[Collected data entries]
Segment Open

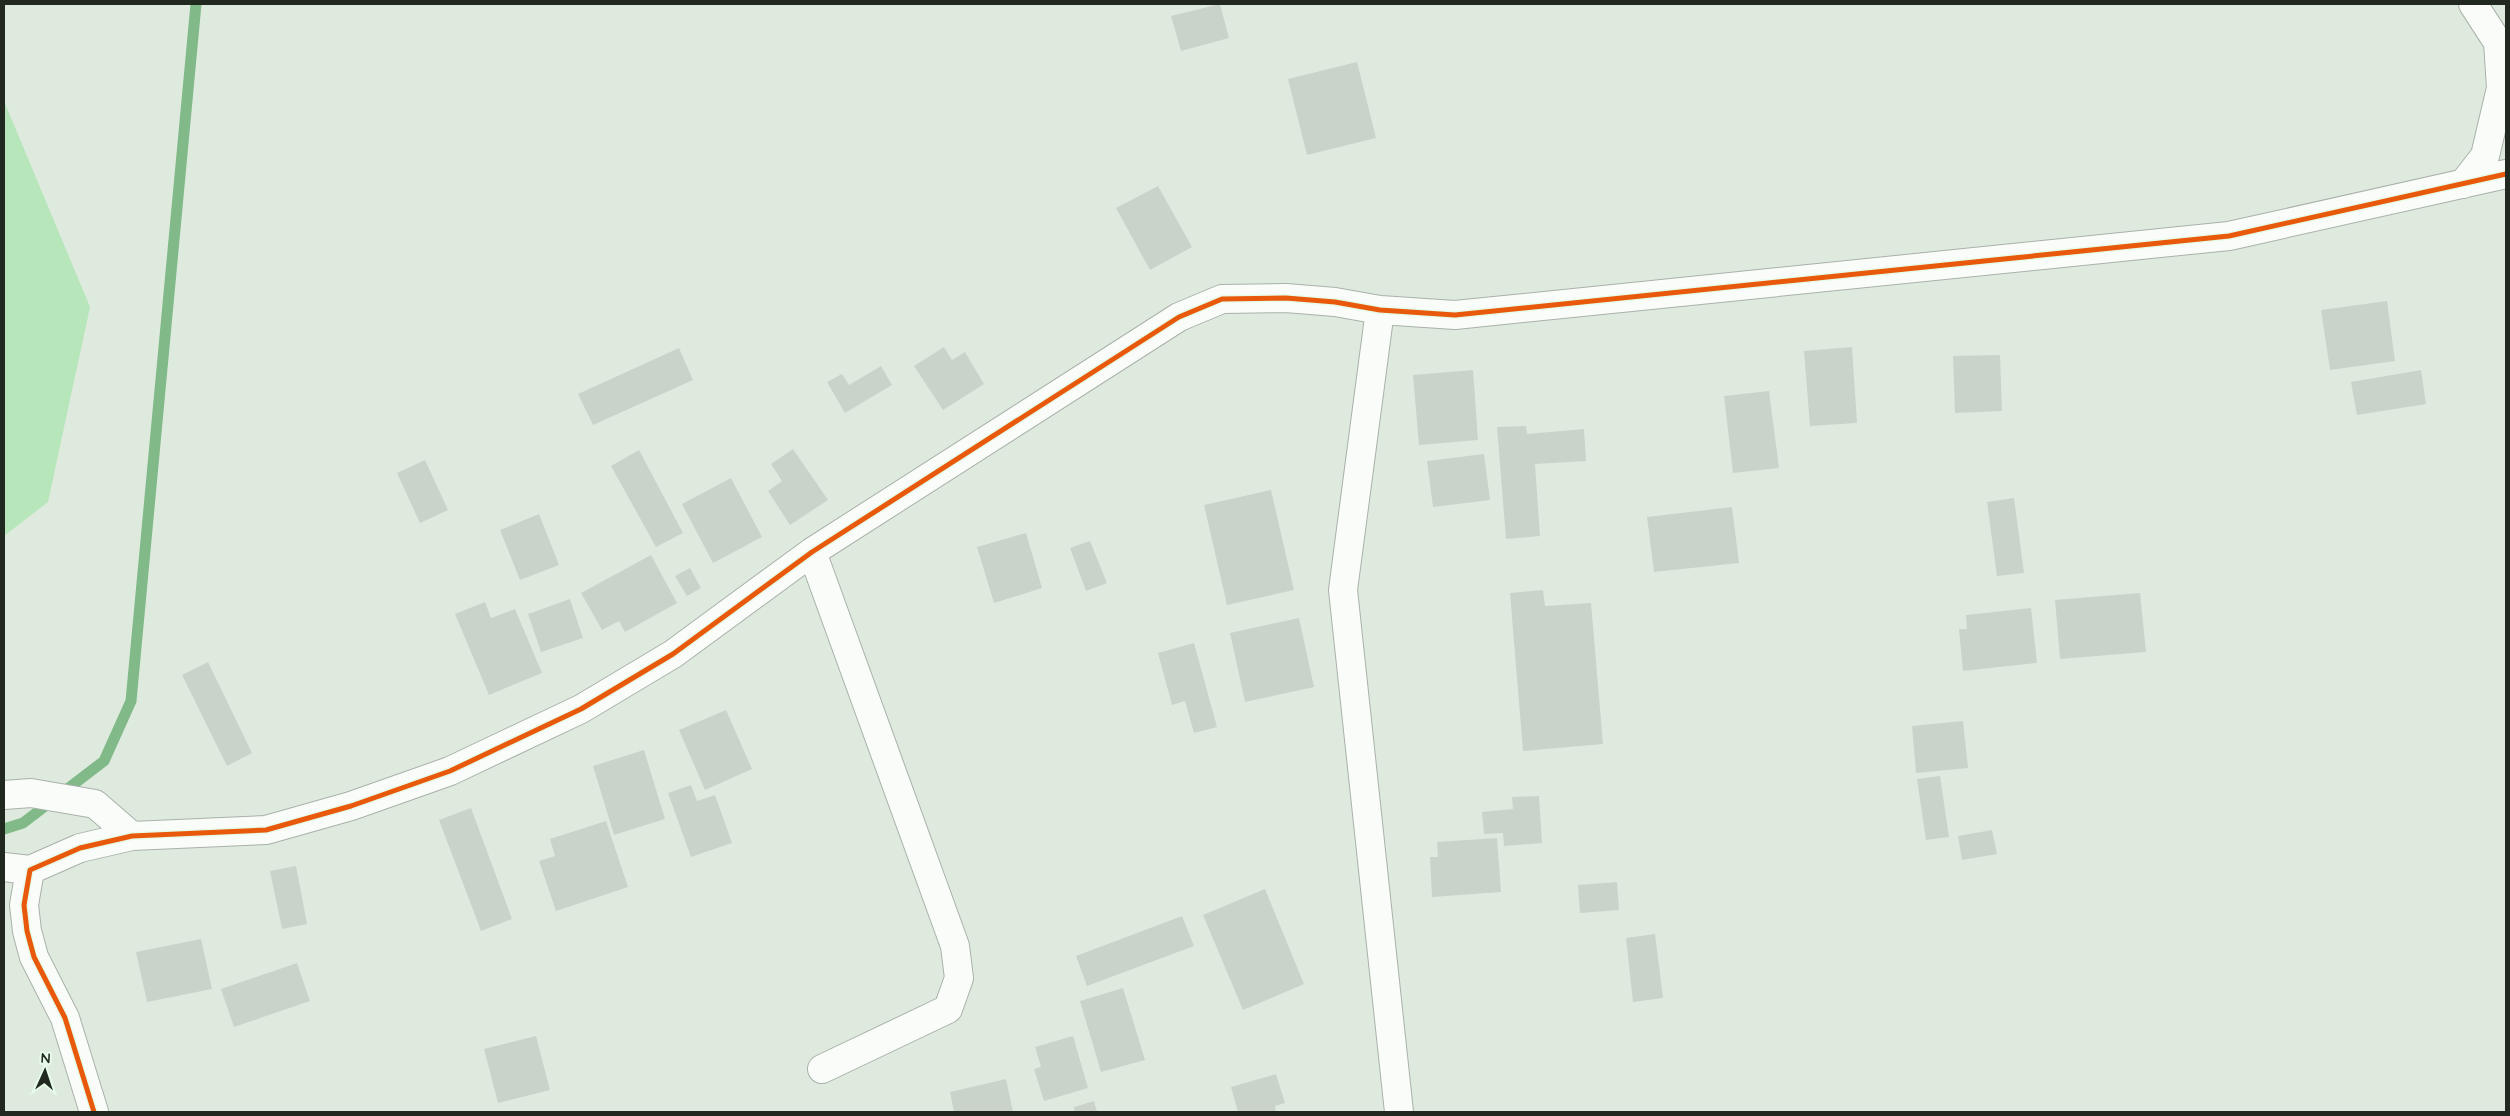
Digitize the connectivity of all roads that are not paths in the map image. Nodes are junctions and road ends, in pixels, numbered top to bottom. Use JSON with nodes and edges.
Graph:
{"nodes":[{"id":1,"x":2473,"y":4,"type":"edge"},
{"id":2,"x":2502,"y":48,"type":"edge"},
{"id":3,"x":2506,"y":174,"type":"edge"},
{"id":4,"x":2463,"y":184,"type":"junction"},
{"id":5,"x":1380,"y":310,"type":"junction"},
{"id":6,"x":812,"y":552,"type":"junction"},
{"id":7,"x":4,"y":796,"type":"edge"},
{"id":8,"x":132,"y":836,"type":"junction"},
{"id":9,"x":4,"y":867,"type":"edge"},
{"id":10,"x":30,"y":870,"type":"junction"},
{"id":11,"x":822,"y":1070,"type":"dead end"},
{"id":12,"x":94,"y":1112,"type":"edge"},
{"id":13,"x":1399,"y":1112,"type":"edge"}],
"edges":[{"from":1,"to":2,"type":"street"},
{"from":2,"to":4,"type":"street"},
{"from":3,"to":4,"type":"street"},
{"from":4,"to":5,"type":"street"},
{"from":5,"to":6,"type":"street"},
{"from":5,"to":13,"type":"street"},
{"from":6,"to":8,"type":"street"},
{"from":6,"to":11,"type":"street"},
{"from":7,"to":8,"type":"street"},
{"from":8,"to":10,"type":"street"},
{"from":9,"to":10,"type":"street"},
{"from":10,"to":12,"type":"street"}]}
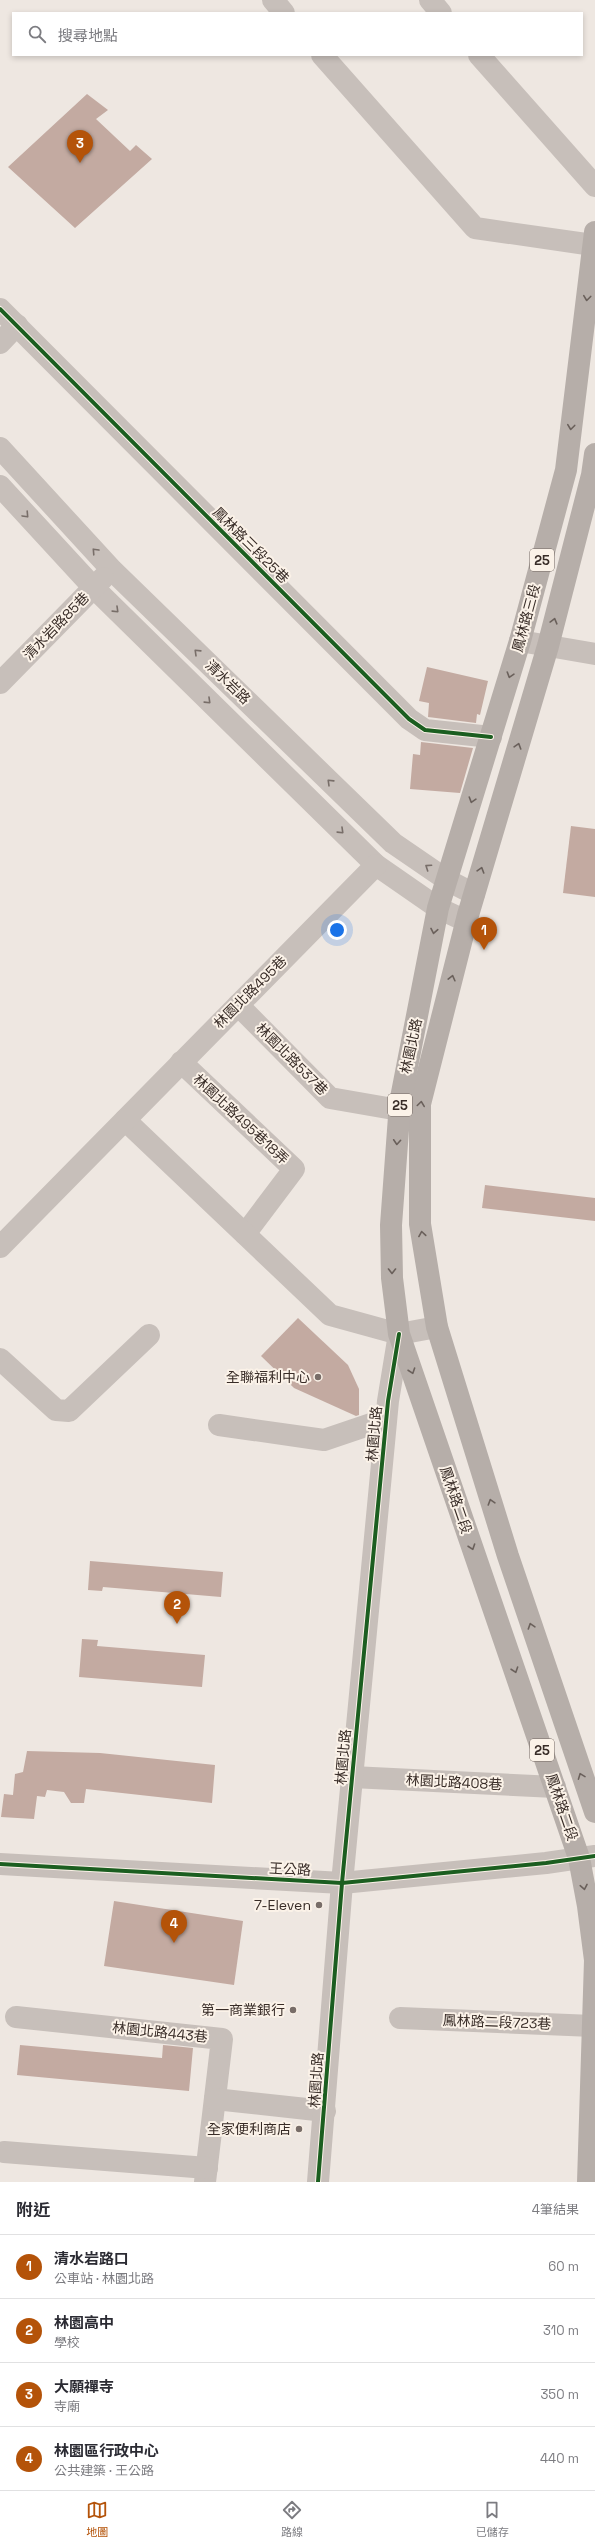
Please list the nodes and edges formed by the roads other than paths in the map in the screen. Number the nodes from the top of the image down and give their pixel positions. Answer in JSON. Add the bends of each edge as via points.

Segment Closed

| WHAT IS BEING ASKED |
Going through the data, tally the lines containing "paths" and report only the result.

| RESPONSE BELOW |
2